* Work task:
Where "JULIA" occurs in a line of the entries below, copy that line.

Stored items
• • • • •

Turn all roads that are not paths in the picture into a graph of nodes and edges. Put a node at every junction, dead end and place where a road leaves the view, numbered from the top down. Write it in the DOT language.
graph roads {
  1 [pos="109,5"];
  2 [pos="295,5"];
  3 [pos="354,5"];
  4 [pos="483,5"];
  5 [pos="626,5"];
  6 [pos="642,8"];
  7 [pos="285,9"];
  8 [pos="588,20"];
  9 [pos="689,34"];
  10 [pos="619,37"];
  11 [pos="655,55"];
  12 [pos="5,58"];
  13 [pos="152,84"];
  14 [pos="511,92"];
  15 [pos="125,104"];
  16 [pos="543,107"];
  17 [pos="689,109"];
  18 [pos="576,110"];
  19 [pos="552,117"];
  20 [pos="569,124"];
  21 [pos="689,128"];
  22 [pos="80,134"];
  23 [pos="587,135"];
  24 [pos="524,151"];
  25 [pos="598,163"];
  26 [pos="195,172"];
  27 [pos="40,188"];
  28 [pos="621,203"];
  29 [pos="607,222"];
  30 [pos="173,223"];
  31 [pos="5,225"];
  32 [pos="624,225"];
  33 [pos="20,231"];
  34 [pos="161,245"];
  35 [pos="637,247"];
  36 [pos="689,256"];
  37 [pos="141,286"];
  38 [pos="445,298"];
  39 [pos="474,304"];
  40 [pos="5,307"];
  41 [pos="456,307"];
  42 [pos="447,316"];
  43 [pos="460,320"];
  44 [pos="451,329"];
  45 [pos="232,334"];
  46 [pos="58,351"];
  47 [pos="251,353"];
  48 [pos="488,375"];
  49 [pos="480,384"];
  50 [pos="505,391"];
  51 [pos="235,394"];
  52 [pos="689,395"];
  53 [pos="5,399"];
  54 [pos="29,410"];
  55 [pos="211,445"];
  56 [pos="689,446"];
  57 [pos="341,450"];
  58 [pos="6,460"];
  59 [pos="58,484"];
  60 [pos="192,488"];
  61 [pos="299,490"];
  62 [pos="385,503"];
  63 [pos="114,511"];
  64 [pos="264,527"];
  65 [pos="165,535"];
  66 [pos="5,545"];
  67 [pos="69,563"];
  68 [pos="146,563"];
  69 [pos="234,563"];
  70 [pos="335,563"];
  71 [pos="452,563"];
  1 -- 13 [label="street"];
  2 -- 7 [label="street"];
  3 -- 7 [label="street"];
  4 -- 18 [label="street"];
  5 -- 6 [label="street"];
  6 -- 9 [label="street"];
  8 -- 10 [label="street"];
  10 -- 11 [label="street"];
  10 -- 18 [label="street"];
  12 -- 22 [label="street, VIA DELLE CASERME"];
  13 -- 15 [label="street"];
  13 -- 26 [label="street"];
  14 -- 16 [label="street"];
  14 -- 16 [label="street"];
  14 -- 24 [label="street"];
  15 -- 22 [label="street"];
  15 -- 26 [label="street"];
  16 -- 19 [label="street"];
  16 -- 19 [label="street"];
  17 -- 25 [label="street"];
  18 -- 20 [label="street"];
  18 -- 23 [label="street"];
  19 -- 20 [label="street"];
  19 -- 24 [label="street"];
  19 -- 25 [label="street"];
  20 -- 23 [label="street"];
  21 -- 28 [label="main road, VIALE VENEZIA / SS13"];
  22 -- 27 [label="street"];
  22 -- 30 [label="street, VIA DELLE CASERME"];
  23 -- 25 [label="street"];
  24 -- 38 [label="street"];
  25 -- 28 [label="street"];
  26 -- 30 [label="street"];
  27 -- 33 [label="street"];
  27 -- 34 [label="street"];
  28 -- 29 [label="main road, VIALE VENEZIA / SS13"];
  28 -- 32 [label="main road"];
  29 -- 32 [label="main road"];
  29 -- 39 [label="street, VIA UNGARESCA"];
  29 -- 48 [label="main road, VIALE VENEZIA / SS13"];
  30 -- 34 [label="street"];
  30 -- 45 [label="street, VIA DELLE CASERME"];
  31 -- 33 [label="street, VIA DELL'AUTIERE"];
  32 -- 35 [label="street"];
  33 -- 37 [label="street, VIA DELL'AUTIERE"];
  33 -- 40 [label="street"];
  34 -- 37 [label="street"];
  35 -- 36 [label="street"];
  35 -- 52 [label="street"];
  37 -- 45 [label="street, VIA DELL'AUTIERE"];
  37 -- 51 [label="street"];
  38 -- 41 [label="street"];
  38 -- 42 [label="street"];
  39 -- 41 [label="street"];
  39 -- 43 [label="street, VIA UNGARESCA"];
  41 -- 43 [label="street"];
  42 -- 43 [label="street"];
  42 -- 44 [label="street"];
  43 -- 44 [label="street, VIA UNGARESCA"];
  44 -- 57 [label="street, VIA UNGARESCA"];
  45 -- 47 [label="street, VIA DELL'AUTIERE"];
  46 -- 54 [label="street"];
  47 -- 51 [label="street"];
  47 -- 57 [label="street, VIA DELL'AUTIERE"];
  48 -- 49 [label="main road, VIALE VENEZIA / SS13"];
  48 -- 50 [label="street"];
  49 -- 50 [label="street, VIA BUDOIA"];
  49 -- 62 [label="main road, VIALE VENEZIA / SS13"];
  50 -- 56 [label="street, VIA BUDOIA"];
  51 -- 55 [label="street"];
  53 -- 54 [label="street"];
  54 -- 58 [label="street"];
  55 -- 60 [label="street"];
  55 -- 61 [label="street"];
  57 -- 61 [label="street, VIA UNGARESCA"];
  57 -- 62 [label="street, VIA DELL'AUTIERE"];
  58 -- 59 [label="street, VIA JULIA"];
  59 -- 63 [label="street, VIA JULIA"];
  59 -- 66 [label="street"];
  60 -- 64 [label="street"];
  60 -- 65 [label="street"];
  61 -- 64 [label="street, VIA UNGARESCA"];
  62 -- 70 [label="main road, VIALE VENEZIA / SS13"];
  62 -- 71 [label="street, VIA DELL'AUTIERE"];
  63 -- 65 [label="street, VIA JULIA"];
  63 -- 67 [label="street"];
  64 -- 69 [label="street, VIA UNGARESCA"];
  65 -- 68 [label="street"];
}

• • • • •

* Solution to the exercise:
  58 -- 59 [label="street, VIA JULIA"];
  59 -- 63 [label="street, VIA JULIA"];
  63 -- 65 [label="street, VIA JULIA"];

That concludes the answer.